▶ Instructions to follow: Go through the records below and return each line that has "nodes" in it.

Extracted information Block Start

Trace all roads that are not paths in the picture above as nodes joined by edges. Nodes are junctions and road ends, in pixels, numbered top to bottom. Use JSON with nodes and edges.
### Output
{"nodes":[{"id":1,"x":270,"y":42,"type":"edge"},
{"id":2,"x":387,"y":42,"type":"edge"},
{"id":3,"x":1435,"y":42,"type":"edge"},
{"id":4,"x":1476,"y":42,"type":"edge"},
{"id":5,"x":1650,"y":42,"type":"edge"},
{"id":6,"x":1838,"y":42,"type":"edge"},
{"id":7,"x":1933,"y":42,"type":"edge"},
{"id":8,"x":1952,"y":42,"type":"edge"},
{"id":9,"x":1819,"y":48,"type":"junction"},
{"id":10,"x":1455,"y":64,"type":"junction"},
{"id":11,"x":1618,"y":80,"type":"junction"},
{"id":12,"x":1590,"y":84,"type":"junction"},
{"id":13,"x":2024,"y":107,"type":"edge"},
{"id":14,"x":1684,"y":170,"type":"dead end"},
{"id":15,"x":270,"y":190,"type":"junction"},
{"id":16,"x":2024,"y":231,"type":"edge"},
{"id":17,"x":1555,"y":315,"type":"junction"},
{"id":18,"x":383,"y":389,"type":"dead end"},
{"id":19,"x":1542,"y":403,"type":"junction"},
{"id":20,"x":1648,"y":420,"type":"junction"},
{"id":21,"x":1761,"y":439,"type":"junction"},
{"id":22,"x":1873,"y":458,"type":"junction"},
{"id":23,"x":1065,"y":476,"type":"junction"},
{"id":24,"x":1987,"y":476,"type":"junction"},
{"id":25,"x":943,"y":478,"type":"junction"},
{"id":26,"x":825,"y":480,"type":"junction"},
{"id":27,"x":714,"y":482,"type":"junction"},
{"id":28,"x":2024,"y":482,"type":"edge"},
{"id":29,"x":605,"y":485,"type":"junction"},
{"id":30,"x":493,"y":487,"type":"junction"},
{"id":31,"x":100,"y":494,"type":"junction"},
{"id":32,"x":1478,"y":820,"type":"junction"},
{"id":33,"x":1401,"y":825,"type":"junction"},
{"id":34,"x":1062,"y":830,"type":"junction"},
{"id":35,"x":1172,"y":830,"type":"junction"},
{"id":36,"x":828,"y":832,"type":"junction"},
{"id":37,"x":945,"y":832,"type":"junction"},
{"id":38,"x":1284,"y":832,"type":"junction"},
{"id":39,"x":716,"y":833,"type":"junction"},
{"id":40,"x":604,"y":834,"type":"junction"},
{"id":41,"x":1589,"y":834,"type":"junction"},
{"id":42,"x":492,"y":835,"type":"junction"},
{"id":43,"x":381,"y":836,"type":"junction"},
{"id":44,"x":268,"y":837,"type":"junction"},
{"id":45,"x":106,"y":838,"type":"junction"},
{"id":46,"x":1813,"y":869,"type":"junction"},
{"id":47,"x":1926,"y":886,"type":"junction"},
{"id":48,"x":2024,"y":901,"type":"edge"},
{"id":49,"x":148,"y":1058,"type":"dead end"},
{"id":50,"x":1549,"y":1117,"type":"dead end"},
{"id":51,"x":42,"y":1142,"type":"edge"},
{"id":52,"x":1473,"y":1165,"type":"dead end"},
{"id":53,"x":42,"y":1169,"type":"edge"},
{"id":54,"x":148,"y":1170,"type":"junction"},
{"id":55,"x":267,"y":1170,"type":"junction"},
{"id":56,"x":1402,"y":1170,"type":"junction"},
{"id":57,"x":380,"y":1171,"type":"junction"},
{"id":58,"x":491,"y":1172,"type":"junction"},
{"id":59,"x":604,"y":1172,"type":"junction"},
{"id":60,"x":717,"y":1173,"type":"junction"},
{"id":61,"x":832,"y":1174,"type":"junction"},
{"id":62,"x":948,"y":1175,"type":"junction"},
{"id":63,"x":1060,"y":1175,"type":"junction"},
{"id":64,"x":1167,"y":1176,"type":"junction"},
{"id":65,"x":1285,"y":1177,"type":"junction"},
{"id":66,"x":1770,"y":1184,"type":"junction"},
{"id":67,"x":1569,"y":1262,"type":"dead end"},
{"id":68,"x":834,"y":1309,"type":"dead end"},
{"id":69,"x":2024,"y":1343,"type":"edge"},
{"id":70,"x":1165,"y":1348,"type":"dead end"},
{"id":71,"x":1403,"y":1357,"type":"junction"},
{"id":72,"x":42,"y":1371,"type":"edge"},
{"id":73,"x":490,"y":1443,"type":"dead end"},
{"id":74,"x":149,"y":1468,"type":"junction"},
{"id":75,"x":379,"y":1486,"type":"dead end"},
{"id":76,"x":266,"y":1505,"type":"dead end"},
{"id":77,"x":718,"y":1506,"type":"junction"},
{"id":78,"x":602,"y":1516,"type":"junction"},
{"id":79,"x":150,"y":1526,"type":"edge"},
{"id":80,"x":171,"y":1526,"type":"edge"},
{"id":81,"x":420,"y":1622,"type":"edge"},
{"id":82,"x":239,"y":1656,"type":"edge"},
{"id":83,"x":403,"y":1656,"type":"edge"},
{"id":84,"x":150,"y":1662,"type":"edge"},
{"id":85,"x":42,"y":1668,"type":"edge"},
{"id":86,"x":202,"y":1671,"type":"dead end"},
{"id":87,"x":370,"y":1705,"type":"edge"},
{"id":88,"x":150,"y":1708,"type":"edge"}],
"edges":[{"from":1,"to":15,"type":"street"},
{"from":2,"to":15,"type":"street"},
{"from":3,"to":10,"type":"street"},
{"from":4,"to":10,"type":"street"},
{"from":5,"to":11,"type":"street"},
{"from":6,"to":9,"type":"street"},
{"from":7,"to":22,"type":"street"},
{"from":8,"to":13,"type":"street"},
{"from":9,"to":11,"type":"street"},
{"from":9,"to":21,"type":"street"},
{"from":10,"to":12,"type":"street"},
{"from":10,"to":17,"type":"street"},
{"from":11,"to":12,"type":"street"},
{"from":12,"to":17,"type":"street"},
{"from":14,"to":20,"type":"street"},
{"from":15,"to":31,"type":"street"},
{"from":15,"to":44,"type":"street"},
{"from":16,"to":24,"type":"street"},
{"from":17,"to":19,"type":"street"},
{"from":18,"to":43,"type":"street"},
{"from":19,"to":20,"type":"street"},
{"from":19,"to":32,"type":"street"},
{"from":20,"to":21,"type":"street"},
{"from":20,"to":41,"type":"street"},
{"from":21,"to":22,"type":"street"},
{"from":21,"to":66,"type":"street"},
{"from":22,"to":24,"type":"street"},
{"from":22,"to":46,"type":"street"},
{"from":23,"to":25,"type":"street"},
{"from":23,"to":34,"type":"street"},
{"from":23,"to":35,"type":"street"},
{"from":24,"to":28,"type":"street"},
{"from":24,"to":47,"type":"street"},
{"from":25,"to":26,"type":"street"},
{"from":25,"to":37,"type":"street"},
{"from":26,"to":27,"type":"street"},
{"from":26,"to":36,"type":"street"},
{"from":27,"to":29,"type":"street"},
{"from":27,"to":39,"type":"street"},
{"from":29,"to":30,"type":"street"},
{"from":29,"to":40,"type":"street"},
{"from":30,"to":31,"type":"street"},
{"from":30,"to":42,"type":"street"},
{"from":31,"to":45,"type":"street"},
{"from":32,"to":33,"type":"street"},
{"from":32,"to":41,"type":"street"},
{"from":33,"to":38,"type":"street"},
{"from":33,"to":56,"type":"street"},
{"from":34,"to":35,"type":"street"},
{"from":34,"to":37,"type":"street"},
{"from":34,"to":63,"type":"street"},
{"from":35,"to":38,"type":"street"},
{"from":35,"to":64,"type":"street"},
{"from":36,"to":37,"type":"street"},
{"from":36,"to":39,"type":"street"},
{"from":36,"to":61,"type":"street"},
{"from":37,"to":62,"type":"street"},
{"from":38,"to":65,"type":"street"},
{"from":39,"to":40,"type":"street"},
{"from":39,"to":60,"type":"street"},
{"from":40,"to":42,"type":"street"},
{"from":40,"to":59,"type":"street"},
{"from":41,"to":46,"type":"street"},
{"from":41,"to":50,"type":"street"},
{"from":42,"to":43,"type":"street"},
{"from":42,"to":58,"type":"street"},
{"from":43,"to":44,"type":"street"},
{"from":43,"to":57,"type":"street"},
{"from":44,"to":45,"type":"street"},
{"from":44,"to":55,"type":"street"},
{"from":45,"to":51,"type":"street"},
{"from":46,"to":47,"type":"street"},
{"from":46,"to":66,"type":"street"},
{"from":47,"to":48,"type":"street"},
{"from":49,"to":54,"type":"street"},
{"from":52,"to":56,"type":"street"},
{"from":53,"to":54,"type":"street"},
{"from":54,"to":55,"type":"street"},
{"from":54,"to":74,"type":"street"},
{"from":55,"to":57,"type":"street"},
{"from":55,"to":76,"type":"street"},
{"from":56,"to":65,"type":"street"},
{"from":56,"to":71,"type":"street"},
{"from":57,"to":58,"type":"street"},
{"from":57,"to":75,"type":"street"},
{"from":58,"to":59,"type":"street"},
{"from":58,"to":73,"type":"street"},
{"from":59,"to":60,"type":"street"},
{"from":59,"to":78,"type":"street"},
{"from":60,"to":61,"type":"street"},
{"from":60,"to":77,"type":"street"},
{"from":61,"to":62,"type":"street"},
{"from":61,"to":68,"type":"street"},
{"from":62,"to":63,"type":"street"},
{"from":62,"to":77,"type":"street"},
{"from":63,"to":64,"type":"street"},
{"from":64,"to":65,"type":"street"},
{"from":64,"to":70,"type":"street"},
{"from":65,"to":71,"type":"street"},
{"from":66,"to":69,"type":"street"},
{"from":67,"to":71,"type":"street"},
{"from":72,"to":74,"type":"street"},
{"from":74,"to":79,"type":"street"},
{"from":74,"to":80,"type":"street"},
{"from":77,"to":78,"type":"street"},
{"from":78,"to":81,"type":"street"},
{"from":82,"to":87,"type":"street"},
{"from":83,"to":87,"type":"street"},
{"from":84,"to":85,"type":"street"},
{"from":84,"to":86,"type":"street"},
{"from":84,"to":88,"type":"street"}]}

Extracted information Block End

▶ Problem solution:
Trace all roads that are not paths in the picture above as nodes joined by edges. Nodes are junctions and road ends, in pixels, numbered top to bottom. Use JSON with nodes and edges.
{"nodes":[{"id":1,"x":270,"y":42,"type":"edge"},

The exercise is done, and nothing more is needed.